Am 21. November 2016 traf sich Duterte mit seinem „Idol“ Putin. Auf dem Programm stand der Ausbau der russisch-philippinischen Handelsbeziehungen. Dass sich da zwei Männer trafen, die sich auch in Bezug auf die Drogenpolitik nahe stehen, war offensichtlich: Auch Russland meint das Drogenproblem des Landes durch restriktive Maßnahmen in den Griff bekommen zu können – und befeuert so die verheerende HIV-Epidemie im Land. Offensichtlich hat Duterte in ihm einen weiteren Verbündeten, die Herren können sich künftig ihre roten Teppiche gegenseitig ausrollen.

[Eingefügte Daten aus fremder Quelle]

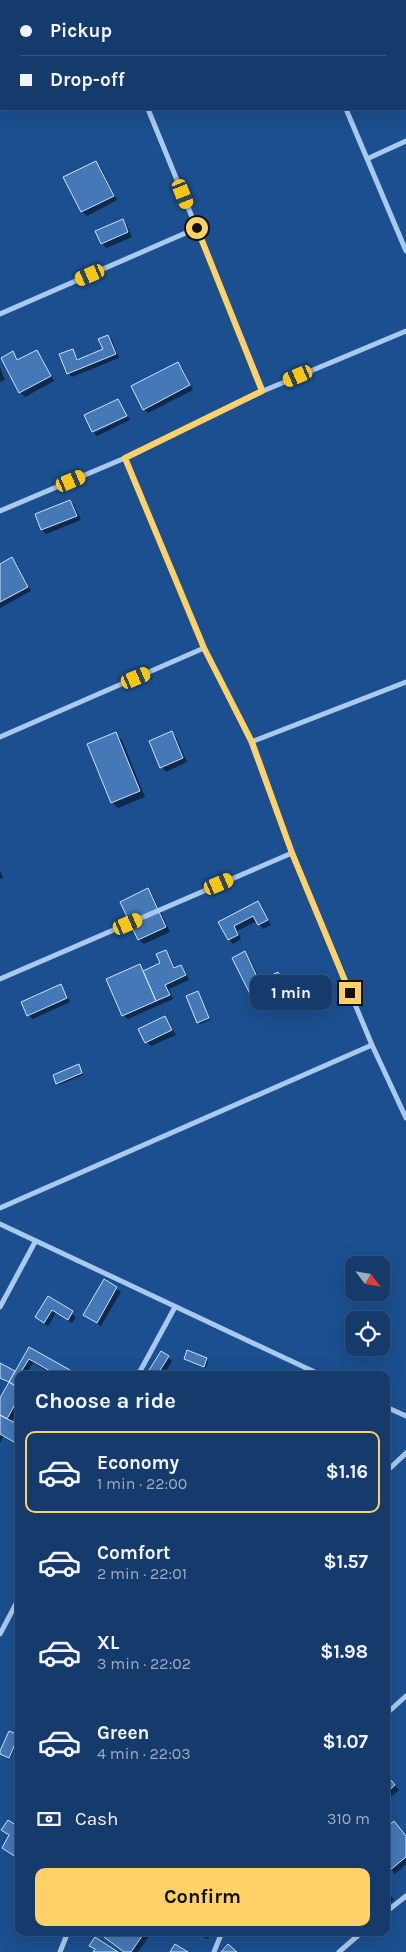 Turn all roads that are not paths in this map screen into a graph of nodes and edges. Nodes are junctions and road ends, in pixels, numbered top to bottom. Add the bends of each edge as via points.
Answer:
1 (148, 110) edge
2 (346, 110) edge
3 (406, 141) edge
4 (369, 158) junction
5 (197, 228) junction
6 (406, 251) edge
7 (0, 314) edge
8 (406, 331) edge
9 (262, 391) junction
10 (125, 458) junction
11 (0, 511) edge
12 (204, 648) junction
13 (406, 682) edge
14 (0, 737) edge
15 (252, 742) junction
16 (292, 853) junction
17 (0, 979) edge
18 (372, 1045) junction
19 (406, 1118) edge
20 (0, 1208) edge
21 (0, 1224) edge
22 (35, 1242) junction
23 (0, 1307) edge
24 (175, 1307) junction
25 (140, 1371) edge
26 (309, 1371) edge
27 (390, 1409) edge
28 (406, 1416) edge
29 (406, 1453) edge
30 (390, 1468) edge
31 (15, 1606) edge
32 (0, 1634) edge
33 (406, 1696) edge
34 (390, 1710) edge
35 (406, 1896) edge
36 (390, 1909) edge
37 (66, 1936) edge
38 (220, 1936) edge
39 (357, 1936) edge
40 (60, 1952) edge
41 (214, 1952) edge
42 (339, 1952) edge

1 - 5 street
2 - 4 street
3 - 4 street
4 - 6 street
5 - 7 street
5 - 9 street
8 - 9 street
9 - 10 street
10 - 11 street
10 - 12 street
12 - 14 street
12 - 15 street
13 - 15 street
15 - 16 street
16 - 17 street
16 - 18 street
18 - 19 street
18 - 20 street
21 - 22 street
22 - 23 street
22 - 24 street
24 - 25 street
24 - 26 street
27 - 28 street
29 - 30 street
31 - 32 street
33 - 34 street
35 - 36 street
37 - 40 street
38 - 41 street
39 - 42 street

Bereits über 7.000 Menschen brutal ermordet

Seitdem Duterte seinen Feldzug ausgerufen hat, wurden laut Amnesty International über 7.000 Menschen getötet. Die Daten sind nicht übertrieben, sondern real: sie stammen direkt von der philippinischen Nationalpolizei (PNP). Polizei und Sicherheitskräfte verfolgen gnadenlos und konsequent die außergerichtliche Erschießung von Personen, die sie als Dealer oder Drogengebraucher_innen wahrnehmen.

Die Einführung der Todessstrafe steht für 2017 auf der Agenda der philippinischen Regierung. Dass sich die Todesstrafe für Drogenkriminalität weltweit auf dem Rückzug befindet – derzeit wird sie routinemäßig nur in sieben Ländern vollstreckt, darunter fünf Länder Asiens: China, Vietnam, Malaysia, Singapur und Indonesien plus Iran und Saudi-Arabien– kümmert Duterte dabei nicht.

Ob er auch die Parlamentarier der ASEAN-Staaten ignoriert, die sich für die Menschenrechte einsetzen und sich mit Bittschreiben an den Philippinischen Kongress gewandt haben, um das Recht auf Leben – seit 1987 in der philippinischen Verfassung verankert – zu bewahren, oder die tausenden Bürger_innen seines Landes, die erst vor einer Woche gegen die Wiedereinführung der Todesstrafe und Dutertes Mordpolitik demonstriert haben? Man wird sehen.

Duterte nach Den Haag!

Das Internationale Netzwerk von Menschen, die Drogen gebrauchen (INPUD), hat im Oktober 2016 Demonstrationen inklusive Kranzniederlegungen vor unterschiedlichen philippinischen Botschaften organisiert. In einer Pressemitteilung von ACT UP London dazu heißt es:

„Diese durch den Staat organisierte Mordkampagne ist ein internationaler Skandal. Wir sind hier mit einer simplen Botschaft an die philippinische Regierung: Das muss sofort enden. (…) Drogengebraucher_innen gehören zu den verletzlichsten Personen in einer Gesellschaft. Die barbarischen Morde sind eine Attacke auf unschuldige Menschen. Sie sind schon an sich schrecklich und durch nichts zu entschuldigen, hinzu kommt jedoch, dass sie die HIV-Prävention unterminieren. Hunderte neue HIV-Infektionen werden verursacht, Menschen werden von der Gesundheitsversorgung abgeschnitten. Die ganze Welt blickt mit Abscheu auf das Land, während die Regierung die eigene Bevölkerung entmenschlicht und attackiert.“

Die Morde, die Duterte derzeit an Teilen seiner eigenen Bevölkerung vollziehen lässt, sind nichts Geringeres als ein Verbrechen gegen die Menschlichkeit. 2011 sind die Philippinen dem Internationalen Strafgerichtshof beigetreten. Verbrecher gehören nicht auf die Regierungsbank, sondern in Haft. Den Haag wäre denn auch der Ort, an dem Herr Duterte mit seinesgleichen am besten aufgehoben wäre.